Ukraine claims Russian invasion possible ‘at any minute’

Separatist leader recovers from bomb attack as Russia stops traffic at Crimea border

Igor Plotnitsky, leader of the self-proclaimed Luhansk People’s Republic: He is believed to have been injured on Saturday when a bomb exploded in Luhansk beside a vehicle he was travelling in. Photograph; Alexander Ermochenko/EPA
Igor Plotnitsky, leader of the self-proclaimed Luhansk People’s Republic: He is believed to have been injured on Saturday when a bomb exploded in Luhansk beside a vehicle he was travelling in. Photograph; Alexander Ermochenko/EPA

Ukraine has claimed that a Russian invasion is possible "at any minute", amid reports that Moscow's troops and armour were on the move in Crimea and a separatist leader in eastern Ukraine survived a bomb attack.

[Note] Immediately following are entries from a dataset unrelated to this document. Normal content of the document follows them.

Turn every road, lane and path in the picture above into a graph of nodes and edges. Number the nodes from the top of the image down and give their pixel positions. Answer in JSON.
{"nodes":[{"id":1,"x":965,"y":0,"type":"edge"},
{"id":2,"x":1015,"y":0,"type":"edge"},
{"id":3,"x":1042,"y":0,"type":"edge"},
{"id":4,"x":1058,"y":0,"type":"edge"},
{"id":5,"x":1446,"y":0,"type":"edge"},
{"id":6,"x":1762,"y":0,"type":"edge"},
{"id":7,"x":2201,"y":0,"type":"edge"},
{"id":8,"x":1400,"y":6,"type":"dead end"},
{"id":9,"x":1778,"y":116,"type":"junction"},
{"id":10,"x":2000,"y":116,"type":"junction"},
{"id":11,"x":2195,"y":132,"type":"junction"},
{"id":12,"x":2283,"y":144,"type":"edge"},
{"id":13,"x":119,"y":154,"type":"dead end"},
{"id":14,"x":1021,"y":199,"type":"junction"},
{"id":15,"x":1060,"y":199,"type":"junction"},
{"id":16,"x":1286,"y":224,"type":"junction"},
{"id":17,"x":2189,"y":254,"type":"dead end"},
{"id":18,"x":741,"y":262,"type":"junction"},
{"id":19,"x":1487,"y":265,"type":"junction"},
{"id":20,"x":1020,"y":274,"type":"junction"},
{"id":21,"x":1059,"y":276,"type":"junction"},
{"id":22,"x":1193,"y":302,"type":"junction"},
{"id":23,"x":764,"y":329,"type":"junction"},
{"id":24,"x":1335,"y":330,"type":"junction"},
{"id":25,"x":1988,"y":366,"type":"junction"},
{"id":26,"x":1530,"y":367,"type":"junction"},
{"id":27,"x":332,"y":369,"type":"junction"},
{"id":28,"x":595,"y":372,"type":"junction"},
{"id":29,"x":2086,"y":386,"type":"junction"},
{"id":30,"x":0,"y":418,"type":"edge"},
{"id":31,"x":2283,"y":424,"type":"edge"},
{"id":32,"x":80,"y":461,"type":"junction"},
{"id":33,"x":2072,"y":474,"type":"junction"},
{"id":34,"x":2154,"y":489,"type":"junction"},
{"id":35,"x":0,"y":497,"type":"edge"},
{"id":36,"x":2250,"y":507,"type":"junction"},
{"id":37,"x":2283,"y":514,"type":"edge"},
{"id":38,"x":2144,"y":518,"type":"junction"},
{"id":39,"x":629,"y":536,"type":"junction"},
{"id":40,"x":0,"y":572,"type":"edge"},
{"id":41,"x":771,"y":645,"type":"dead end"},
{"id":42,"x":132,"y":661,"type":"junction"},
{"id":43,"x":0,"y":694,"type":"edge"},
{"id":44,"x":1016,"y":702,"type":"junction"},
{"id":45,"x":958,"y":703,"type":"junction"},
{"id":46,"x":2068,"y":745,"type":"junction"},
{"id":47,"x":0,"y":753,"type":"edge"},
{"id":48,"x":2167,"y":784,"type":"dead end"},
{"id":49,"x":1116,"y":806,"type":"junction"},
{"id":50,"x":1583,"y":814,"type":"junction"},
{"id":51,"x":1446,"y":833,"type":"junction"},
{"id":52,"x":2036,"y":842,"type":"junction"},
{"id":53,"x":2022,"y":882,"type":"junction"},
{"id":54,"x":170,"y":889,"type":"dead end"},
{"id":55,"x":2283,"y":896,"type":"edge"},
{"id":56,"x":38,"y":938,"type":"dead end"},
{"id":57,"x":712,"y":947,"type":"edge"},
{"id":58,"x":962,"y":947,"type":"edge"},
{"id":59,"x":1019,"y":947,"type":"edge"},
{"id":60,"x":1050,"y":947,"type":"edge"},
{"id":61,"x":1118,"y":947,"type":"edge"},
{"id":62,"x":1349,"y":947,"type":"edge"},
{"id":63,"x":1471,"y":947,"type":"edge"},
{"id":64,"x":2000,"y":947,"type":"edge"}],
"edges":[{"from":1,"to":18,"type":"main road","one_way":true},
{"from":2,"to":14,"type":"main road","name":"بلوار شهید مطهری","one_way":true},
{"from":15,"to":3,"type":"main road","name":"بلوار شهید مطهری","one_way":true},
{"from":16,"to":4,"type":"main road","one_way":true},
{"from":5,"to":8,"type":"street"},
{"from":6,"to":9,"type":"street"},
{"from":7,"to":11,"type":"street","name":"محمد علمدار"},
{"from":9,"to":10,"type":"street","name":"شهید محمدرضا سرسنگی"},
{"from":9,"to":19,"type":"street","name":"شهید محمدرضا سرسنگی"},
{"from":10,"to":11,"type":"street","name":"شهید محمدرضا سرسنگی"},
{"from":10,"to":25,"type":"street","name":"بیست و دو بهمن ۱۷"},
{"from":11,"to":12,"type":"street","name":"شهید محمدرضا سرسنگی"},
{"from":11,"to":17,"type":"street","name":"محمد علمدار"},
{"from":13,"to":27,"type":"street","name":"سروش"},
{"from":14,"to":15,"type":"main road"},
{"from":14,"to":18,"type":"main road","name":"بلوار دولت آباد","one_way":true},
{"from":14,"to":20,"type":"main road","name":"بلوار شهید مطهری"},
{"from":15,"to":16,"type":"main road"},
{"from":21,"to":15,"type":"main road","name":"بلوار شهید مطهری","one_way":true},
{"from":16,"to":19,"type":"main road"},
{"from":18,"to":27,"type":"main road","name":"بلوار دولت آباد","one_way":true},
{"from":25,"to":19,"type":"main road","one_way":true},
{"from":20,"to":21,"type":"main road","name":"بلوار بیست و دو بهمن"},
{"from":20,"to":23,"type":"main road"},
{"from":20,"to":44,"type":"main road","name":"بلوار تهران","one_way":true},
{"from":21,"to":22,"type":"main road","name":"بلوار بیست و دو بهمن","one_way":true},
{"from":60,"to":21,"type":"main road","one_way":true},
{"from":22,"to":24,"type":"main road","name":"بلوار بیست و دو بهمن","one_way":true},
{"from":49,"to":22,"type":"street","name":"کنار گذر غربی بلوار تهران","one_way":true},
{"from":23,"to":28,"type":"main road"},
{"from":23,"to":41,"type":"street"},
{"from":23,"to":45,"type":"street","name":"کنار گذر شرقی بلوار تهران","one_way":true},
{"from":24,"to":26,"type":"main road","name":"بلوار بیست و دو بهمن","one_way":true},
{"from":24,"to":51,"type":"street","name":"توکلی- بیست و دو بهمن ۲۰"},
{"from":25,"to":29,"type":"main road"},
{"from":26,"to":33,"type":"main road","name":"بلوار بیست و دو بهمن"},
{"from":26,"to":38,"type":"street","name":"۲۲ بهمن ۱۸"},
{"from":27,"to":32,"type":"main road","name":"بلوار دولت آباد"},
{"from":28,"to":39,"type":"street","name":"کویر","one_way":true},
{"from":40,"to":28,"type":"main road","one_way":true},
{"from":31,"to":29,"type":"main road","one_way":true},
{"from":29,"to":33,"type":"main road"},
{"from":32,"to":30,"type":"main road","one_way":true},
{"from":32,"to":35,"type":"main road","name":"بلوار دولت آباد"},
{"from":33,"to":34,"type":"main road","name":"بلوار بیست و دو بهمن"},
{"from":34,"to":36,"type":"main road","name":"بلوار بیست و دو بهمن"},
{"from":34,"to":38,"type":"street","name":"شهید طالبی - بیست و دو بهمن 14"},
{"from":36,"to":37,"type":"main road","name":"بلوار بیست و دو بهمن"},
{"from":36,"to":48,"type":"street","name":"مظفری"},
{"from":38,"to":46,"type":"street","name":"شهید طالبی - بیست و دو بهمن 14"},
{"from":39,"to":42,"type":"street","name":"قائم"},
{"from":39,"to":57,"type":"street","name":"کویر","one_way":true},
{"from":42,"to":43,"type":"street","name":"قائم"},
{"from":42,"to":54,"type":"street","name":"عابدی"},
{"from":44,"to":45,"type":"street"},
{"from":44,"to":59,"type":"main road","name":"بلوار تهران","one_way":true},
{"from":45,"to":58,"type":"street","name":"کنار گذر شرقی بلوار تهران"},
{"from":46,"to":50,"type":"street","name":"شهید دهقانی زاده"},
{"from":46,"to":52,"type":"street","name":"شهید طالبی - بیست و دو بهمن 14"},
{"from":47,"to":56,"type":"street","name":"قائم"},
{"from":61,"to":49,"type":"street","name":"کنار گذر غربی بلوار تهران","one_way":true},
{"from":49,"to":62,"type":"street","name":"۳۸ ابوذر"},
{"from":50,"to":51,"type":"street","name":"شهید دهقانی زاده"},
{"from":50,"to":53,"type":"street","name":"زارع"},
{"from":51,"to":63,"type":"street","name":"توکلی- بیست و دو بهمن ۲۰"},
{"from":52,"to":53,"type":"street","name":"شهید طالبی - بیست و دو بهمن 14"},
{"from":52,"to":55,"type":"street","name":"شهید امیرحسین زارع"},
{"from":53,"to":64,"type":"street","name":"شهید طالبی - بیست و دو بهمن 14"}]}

The warning from Kiev stoked fears of a return to all-out war in Ukraine, where the United Nations and monitors from the Organisation for Security and Co-operation in Europe (OSCE) have noted an ominous recent surge in violence.

The Russian forces that annexed Crimea in early 2014, following Ukraine’s pro-western revolution, stopped all traffic between the peninsula and the rest of Ukraine for several hours on Sunday. Local pro-Ukrainian activists said large numbers of Russian soldiers and armoured vehicles were in the area.

"The occupiers are conducting manoeuvres and we should understand that at any minute, at any hour, they could start a large-scale or small-scale attack," said Andriy Lysenko, a military spokesman for Ukraine's presidential administration.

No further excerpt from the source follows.